"To compensate a little for the treachery and weakness of my memory, so extreme that it has happened to me more than once to pick up again, as recent and unknown to me, books which I had read carefully a few years before . . . I have adopted the habit for some time now of adding at the end of each book . . . the time I finished reading it and the judgment I have derived of it as a whole, so that this may represent to me at least the sense and general idea I had conceived of the author in reading it." (Montaigne, Book II, Essay 10 (publ. 1580))

Saturday, August 15, 2020

A Soldier of the Great War (Mark Helprin, 1991)

(860 pages)

Premise a bit implausible - that this 70+ year old (the protagonist, Alessandro Giuliani) could walk overnight x kilometers alongside a kid he just met.  And I didn't love those parts of the book as much as when the author switched to just describing Alessandro's life and adventures (fortunately, that was most of the book).  (Mentioning this upfront but it's not a major problem - I'd definitely recommend this book.)

There are early passages that seem to be just floating out there, but author does a really good job of tying things together - sometimes with aspects I had forgotten over the course of hundreds of pages.

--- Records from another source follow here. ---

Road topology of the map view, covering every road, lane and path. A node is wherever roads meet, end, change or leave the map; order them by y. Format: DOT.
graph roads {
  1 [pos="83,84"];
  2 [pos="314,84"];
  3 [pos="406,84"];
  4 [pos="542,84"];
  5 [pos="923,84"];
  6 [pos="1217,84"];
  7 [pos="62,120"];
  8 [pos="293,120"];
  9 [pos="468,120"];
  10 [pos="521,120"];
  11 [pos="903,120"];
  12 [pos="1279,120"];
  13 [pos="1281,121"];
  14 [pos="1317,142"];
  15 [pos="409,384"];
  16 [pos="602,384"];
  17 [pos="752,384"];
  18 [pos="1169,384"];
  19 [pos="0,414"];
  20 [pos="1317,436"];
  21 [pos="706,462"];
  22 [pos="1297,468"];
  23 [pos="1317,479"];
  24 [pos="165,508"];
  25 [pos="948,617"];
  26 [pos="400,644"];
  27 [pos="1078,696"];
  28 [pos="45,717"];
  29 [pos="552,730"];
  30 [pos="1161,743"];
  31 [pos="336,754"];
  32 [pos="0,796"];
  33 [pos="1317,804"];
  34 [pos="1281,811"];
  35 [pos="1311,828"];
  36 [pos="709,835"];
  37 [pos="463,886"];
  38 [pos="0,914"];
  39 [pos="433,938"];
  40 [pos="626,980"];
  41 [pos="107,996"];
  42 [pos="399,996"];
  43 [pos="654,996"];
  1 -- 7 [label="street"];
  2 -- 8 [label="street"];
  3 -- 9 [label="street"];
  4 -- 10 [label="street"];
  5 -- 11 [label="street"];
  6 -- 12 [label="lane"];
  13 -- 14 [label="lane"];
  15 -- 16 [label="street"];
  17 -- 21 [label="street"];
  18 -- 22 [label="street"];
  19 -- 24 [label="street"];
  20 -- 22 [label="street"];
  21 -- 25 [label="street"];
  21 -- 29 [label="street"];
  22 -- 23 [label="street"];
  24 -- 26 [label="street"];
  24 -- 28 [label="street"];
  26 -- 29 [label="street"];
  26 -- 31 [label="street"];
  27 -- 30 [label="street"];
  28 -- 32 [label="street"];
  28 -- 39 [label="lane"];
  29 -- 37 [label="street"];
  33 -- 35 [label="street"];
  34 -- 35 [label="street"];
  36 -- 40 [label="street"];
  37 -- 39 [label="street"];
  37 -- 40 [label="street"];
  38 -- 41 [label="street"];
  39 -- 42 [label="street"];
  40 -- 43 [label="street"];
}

Quite a few fantasy touches - protagonist gets into multiple amazing situations, survives incredible dangers, meets one elite person after the next; the whole Orfeo (he of the blessed sap) story line.

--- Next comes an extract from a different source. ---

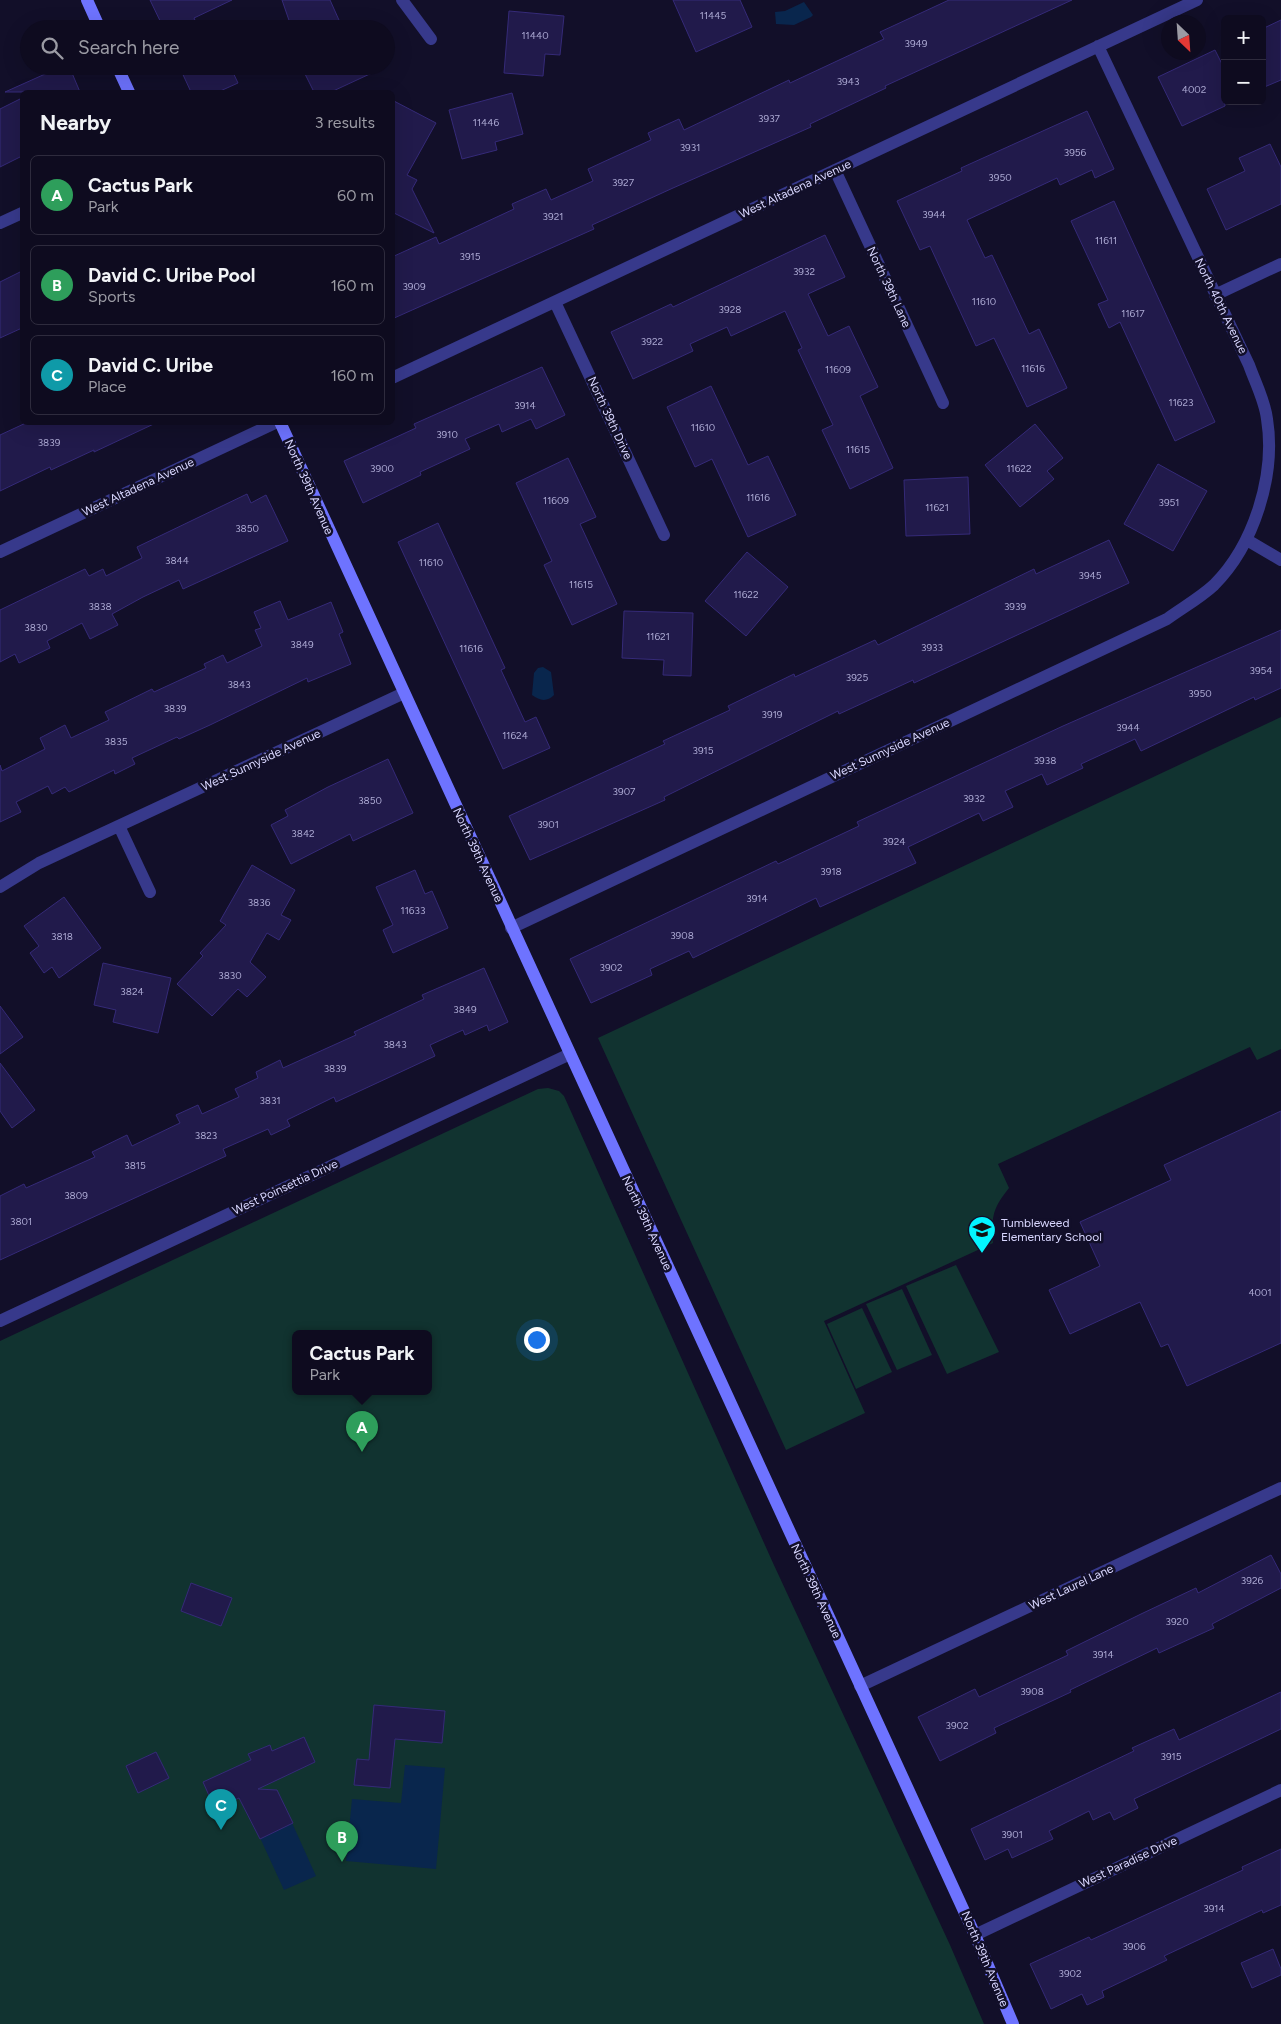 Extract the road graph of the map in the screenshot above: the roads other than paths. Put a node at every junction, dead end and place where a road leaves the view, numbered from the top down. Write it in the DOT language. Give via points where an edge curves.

As a youngster - encounter with Austrian soldiers, princess (and her fat relative), gondola ride with stricken orchestra member; horsemanship and the neighbor's daughter; mountaineering with Rafi. The lawyer Giuliani (his father)  Loves the family garden.

When get to wartime - stories of varied venues [northern Italy version of trench/front lines; dealing with deserters in two distinct ways; military prison; alpine maneuvering; POW], mostly areas that I've read much less about, so that part is interesting.

The kinds of conversations held by folks facing near-certain death; how they think of what might lie on the other side (or not); will I be remembered?  Author does a good job on this.

Author's technique of not writing scenes all the way to a conclusion - just giving the reader enough to know what's going to happen and leaving it to imagination - then picking up the story line - this really works well, I liked it.  Though he probably should have used the technique in the last half dozen pages.

Plenty of memorable characters - I liked Strassnitzky - the pacifist field marshal.  A general on the winter line charged with sending the Italian troops up towards Innsbruck - does a great job talking about the absurdity of what they were doing.

Alessandro's life gives a vehicle for the author to meditate on the nature of religious faith, the nature of love - for family-of-origin, for war buddies, for wife and child - of course there are no hard answers to any of this, but he offers lovely, thought-provoking things about these topics.

Proust-type touches - how memory of important people and events stays with us; also Alessandro's training in aesthetics - seeing beauty, linking to works of art. Significant chunks of the story line revolve around a couple art works; interesting.